The COVID-19 pandemic has led to another public health crisis in Maine: an unprecedented number of child deaths. While many are focused on improvements to the state child welfare agency, this is only part of the picture we need to consider. Maine’s child protective services are receiving high levels of maltreatment reports, yet most of these children are experiencing neglect, not physical abuse. With supportive services to address challenges families are facing, we can prevent child abuse and neglect, and our overreliance on intervention by child protective services after maltreatment has already occurred.
Many families in communities across our state are overburdened with stressors like unmet mental health needs, substance use disorders and economic insecurity. These families need reliable access to supportive services to provide safety at home, and to get the help they need to reunify when children have been at risk in the home. The ongoing pandemic has added significant additional weight to those stressors already challenging families in staying safely together.
In Maine, over three-quarters of the cases of substantiated child maltreatment in 2020 were because of neglect or emotional abuse, often related to parental mental health and substance use disorders. And the state’s highest rates of maltreatment in 2020 were in rural counties with less access to supportive and treatment services, including capacity for medically assisted treatment for opioid use disorders and recovery community centers. Roughly 9,000 children are being raised by kin with no parent present, and an estimated 5,224 grandparents are responsible for raising their grandchildren.
Working with families, we have seen firsthand the lack of resources available to support them. Without those resources, conditions in families can deteriorate, resulting in safety concerns. Children exposed to neglect are often removed and placed in foster families with little understanding of how to support the child’s specific needs. Resource families (foster parents, foster-to-adopt families and kinship caregivers) are left with minimal support, and lengthy waits for evaluations before services are available to support the child. After evaluation, it can still take months for an appointment with a provider. Similarly, we lack adequate resources for parents working to reunify, including access to mental health or substance use disorder treatment. The courts are often overburdened, with case reviews pushed out weeks and months.
All the while, children are separated from their families and schools and are living with an uncertain future. Families are disrupted and parents are frustrated navigating a system not capable of meeting them where they are, with the resources they need, to provide a safe and stable home for their children.
In our time working with families, we have met caseworkers, medical providers, lawyers and community members working hard to improve outcomes for children and families. The commitment to their well-being is there, but the resources often are not. For too many families, involvement with the child welfare system is also generational. This speaks to a fundamental deficiency in the system, in failing to provide adequate and ongoing support to break cycles of generational family trauma. This trauma can have long-term implications for youth mental health, connection to education and, later, costly systems involvement.

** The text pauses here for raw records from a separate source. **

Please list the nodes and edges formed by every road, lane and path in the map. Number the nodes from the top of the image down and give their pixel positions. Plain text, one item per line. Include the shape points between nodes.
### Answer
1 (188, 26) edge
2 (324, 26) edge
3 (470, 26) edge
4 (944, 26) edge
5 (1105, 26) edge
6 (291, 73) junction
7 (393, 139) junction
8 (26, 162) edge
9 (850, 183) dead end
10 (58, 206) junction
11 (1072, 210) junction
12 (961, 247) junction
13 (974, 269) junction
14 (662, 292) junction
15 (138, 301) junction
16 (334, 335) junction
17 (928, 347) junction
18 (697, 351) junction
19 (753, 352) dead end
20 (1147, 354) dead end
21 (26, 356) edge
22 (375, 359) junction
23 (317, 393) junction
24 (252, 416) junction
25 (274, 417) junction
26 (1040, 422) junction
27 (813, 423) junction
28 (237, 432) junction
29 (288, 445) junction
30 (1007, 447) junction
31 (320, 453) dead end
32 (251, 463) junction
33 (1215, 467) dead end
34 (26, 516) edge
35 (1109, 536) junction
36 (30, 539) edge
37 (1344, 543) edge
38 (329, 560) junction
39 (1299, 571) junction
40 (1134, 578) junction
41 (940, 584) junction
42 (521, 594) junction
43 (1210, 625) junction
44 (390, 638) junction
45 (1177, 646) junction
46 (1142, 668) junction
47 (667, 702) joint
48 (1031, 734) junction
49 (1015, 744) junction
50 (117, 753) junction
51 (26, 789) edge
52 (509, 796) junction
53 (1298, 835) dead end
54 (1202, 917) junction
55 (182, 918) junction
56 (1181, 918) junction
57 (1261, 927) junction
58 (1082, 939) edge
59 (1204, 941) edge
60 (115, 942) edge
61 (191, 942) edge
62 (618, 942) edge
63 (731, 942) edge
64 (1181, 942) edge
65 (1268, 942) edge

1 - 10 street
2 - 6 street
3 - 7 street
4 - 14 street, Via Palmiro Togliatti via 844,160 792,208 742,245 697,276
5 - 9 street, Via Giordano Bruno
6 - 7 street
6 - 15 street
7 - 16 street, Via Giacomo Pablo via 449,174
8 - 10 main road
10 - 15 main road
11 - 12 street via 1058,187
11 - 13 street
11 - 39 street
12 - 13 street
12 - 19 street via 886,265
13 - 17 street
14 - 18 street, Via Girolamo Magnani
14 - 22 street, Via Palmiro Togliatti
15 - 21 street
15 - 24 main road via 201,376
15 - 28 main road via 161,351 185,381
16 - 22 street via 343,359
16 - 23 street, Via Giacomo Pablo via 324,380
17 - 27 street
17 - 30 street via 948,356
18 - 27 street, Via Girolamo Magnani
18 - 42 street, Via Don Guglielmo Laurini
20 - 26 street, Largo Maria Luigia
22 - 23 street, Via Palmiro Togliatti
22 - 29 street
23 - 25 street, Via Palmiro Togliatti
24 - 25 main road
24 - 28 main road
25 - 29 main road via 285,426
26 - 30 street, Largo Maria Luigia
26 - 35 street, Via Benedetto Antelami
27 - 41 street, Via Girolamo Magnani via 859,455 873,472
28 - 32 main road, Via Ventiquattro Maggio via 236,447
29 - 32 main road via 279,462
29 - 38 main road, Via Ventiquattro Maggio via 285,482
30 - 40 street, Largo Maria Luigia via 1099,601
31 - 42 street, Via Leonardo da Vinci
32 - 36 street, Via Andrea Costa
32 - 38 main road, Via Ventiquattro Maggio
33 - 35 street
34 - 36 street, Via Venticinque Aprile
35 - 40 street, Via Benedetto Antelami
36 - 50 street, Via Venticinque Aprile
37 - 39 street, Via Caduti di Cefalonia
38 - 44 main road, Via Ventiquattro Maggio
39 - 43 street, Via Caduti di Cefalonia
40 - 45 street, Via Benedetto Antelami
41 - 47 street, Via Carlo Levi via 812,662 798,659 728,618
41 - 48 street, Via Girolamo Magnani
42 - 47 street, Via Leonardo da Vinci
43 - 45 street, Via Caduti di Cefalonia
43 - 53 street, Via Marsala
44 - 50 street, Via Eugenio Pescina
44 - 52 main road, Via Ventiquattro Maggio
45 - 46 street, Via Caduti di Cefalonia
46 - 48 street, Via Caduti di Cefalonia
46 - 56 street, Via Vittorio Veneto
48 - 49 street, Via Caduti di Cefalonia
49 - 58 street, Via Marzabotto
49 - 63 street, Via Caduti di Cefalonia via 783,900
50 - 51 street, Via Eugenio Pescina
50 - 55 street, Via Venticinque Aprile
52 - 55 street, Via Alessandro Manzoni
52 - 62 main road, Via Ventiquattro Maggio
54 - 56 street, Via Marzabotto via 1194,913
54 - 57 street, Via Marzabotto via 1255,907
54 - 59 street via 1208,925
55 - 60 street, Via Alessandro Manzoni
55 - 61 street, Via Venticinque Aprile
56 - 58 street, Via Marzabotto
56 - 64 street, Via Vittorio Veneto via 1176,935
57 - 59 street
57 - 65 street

Maine has an opportunity right now to strengthen families and prevent child abuse and neglect by investing in a robust, coordinated supportive service system. This must include addressing barriers to mental health and substance use disorder treatment, and sufficient resources for kinship, resource and families involved with child protective services. By working together and ensuring supports are available and accessible to families and children when they are needed, we can stabilize families and reduce the number of children who experience maltreatment and separation from their families and communities. Our state has the resources right now to make this investment in our children, youth and families. We have an opportunity and an obligation to commit the resources necessary to ensure parents are supported and children can grow up in safe and nurturing environments.